Sunflower students to leave Taiwan’s legislature Thursday

Sunflower movement black box

First Legislative Re-examination (Photo credit: tomscy2000)

Taiwan legislative Speaker Wang Jin-pyng (王金平) announced this morning that he would conduct no further discussions in the legislature concerning trade with China until a new law was passed providing oversight affecting all international trade agreements.

This type of legislation, supporting the DPP (民進黨) and Sunflower movement’s request for transparency, would be a significant change in Taiwan’s legislative process.
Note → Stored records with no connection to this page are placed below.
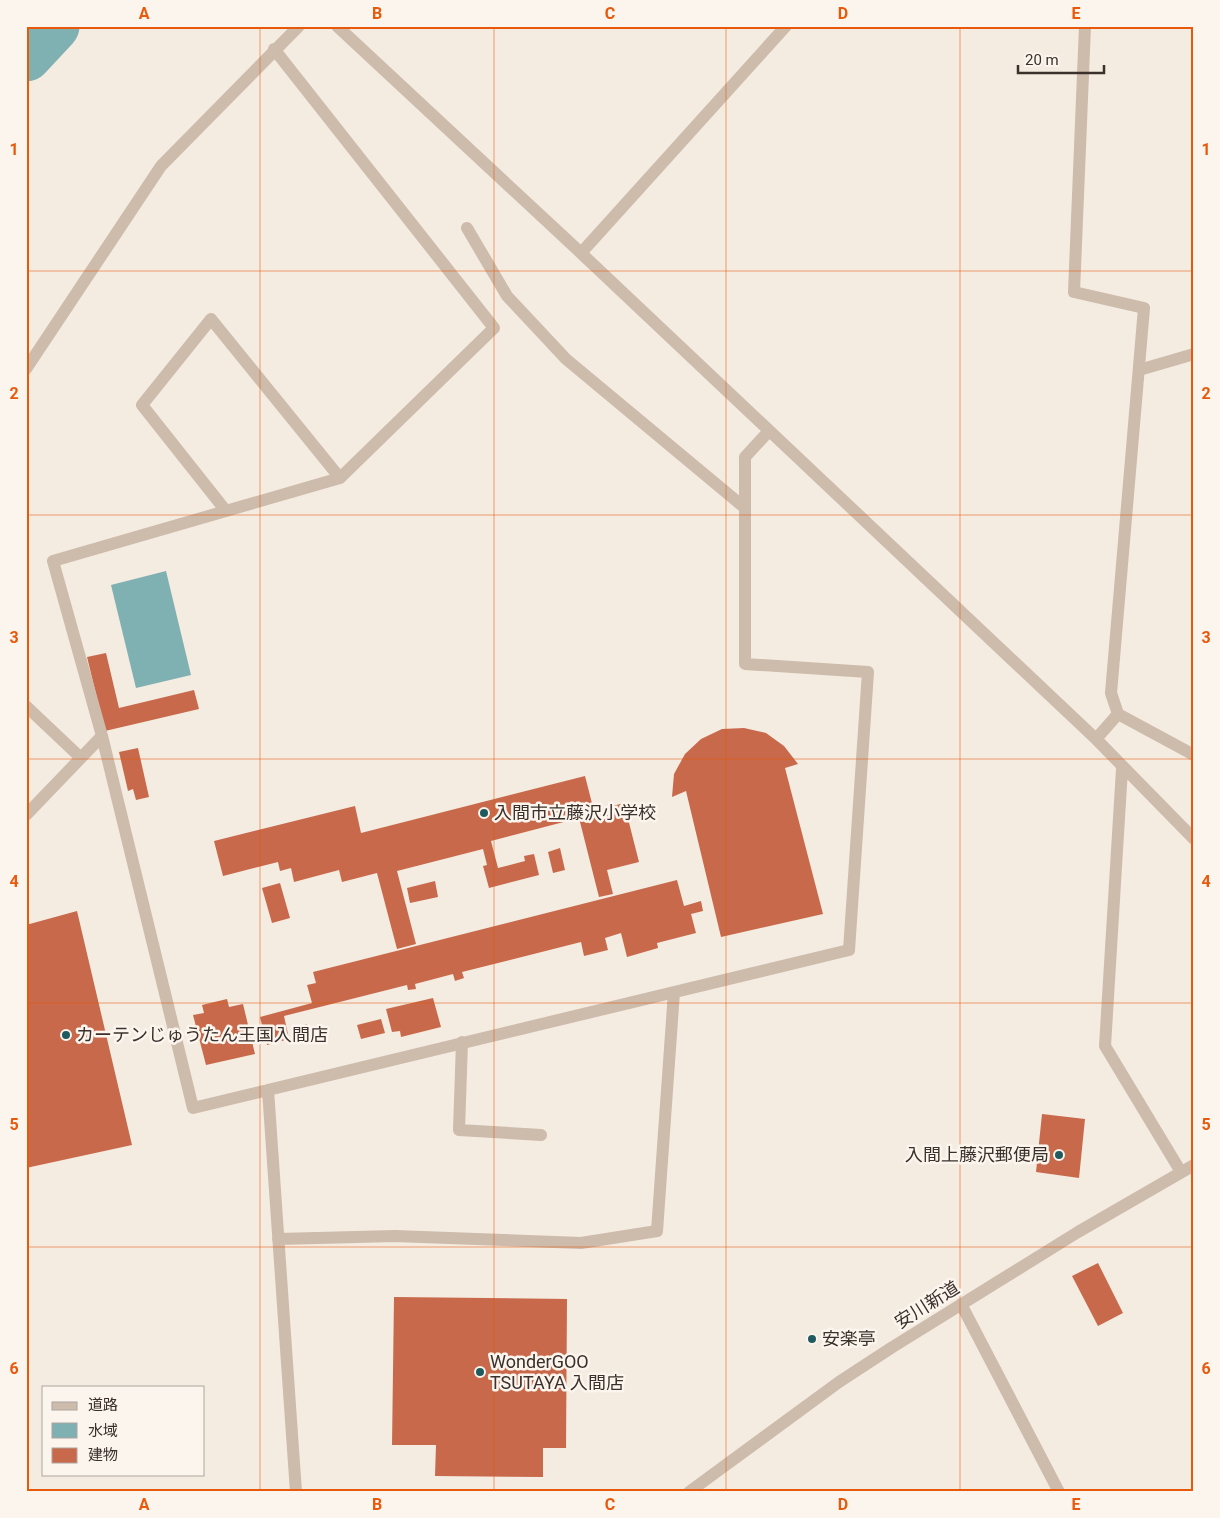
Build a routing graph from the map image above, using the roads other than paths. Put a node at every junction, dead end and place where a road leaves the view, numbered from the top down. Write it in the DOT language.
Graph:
graph roads {
  1 [pos="298,26"];
  2 [pos="337,26"];
  3 [pos="786,26"];
  4 [pos="1085,26"];
  5 [pos="274,49"];
  6 [pos="467,228"];
  7 [pos="581,253"];
  8 [pos="1194,354"];
  9 [pos="26,369"];
  10 [pos="1139,370"];
  11 [pos="769,431"];
  12 [pos="340,478"];
  13 [pos="745,508"];
  14 [pos="226,511"];
  15 [pos="26,706"];
  16 [pos="1118,714"];
  17 [pos="102,736"];
  18 [pos="1096,739"];
  19 [pos="1194,755"];
  20 [pos="81,758"];
  21 [pos="1122,769"];
  22 [pos="26,815"];
  23 [pos="1194,839"];
  24 [pos="674,992"];
  25 [pos="462,1042"];
  26 [pos="268,1090"];
  27 [pos="541,1135"];
  28 [pos="1194,1165"];
  29 [pos="1181,1172"];
  30 [pos="278,1239"];
  31 [pos="961,1304"];
  32 [pos="296,1492"];
  33 [pos="689,1492"];
  34 [pos="1059,1492"];
  1 -- 5 [label="street"];
  2 -- 7 [label="street"];
  3 -- 7 [label="street"];
  4 -- 10 [label="street"];
  5 -- 9 [label="street"];
  5 -- 12 [label="street"];
  6 -- 13 [label="street"];
  7 -- 11 [label="street"];
  8 -- 10 [label="street"];
  10 -- 16 [label="street"];
  11 -- 13 [label="street"];
  11 -- 18 [label="street"];
  12 -- 14 [label="street"];
  12 -- 14 [label="street"];
  13 -- 24 [label="street"];
  14 -- 17 [label="street"];
  15 -- 20 [label="street"];
  16 -- 18 [label="street"];
  16 -- 19 [label="street"];
  17 -- 20 [label="street"];
  17 -- 26 [label="street"];
  18 -- 21 [label="street"];
  20 -- 22 [label="street"];
  21 -- 23 [label="street"];
  21 -- 29 [label="street"];
  24 -- 25 [label="street"];
  24 -- 30 [label="street"];
  25 -- 26 [label="street"];
  25 -- 27 [label="street"];
  26 -- 30 [label="street"];
  28 -- 29 [label="street, 安川新道"];
  29 -- 31 [label="street, 安川新道"];
  30 -- 32 [label="street"];
  31 -- 33 [label="street, 安川新道"];
  31 -- 34 [label="street"];
}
The Executive branch, led entirely by non-elected appointees spare the President, has historically conducted all trade agreements in secret.

Sunflower student leaders Lin Fei-fan (林飛帆) and Chen Wei-ting (陳為廷) followed Wang’s announcement with a joint statement to the press, that, in light of their request for trade transparency being promised by the legislature’s speaker, the students would leave the legislature’s chamber this Thursday.

President Ma and Wang, both members if the ruling members of the KMT (國民黨) party, have a history of conflict. Other KMT legislators quickly denounced Wang as having supposedly “sold them out” in his announcement that the legislature should provide oversight and transparency in trade agreements, particularly with China.

A bill relating to these measures was approved by the Executive Yuan, which introduces Taiwan’s legislation, last Thursday, though was met with opposition by Lin Chun-hsien (林俊憲), who claimed that the proposed transparency measures would be “in name only”. The discussion continues. Now, after students accepted Wang’s commitment to creating a robust monitoring system for trade agreements, that discussion should be able to resume in the legislative chamber at the conclusion of this week.

The Sunflower students have made it clear that this is not the end of the movement, it is the beginning. Organizers plan to spread their growing trend of gatherings throughout Taiwan and to continue to discuss talking points of freedom, transparency, and the accountability that any democracy must have to its own people.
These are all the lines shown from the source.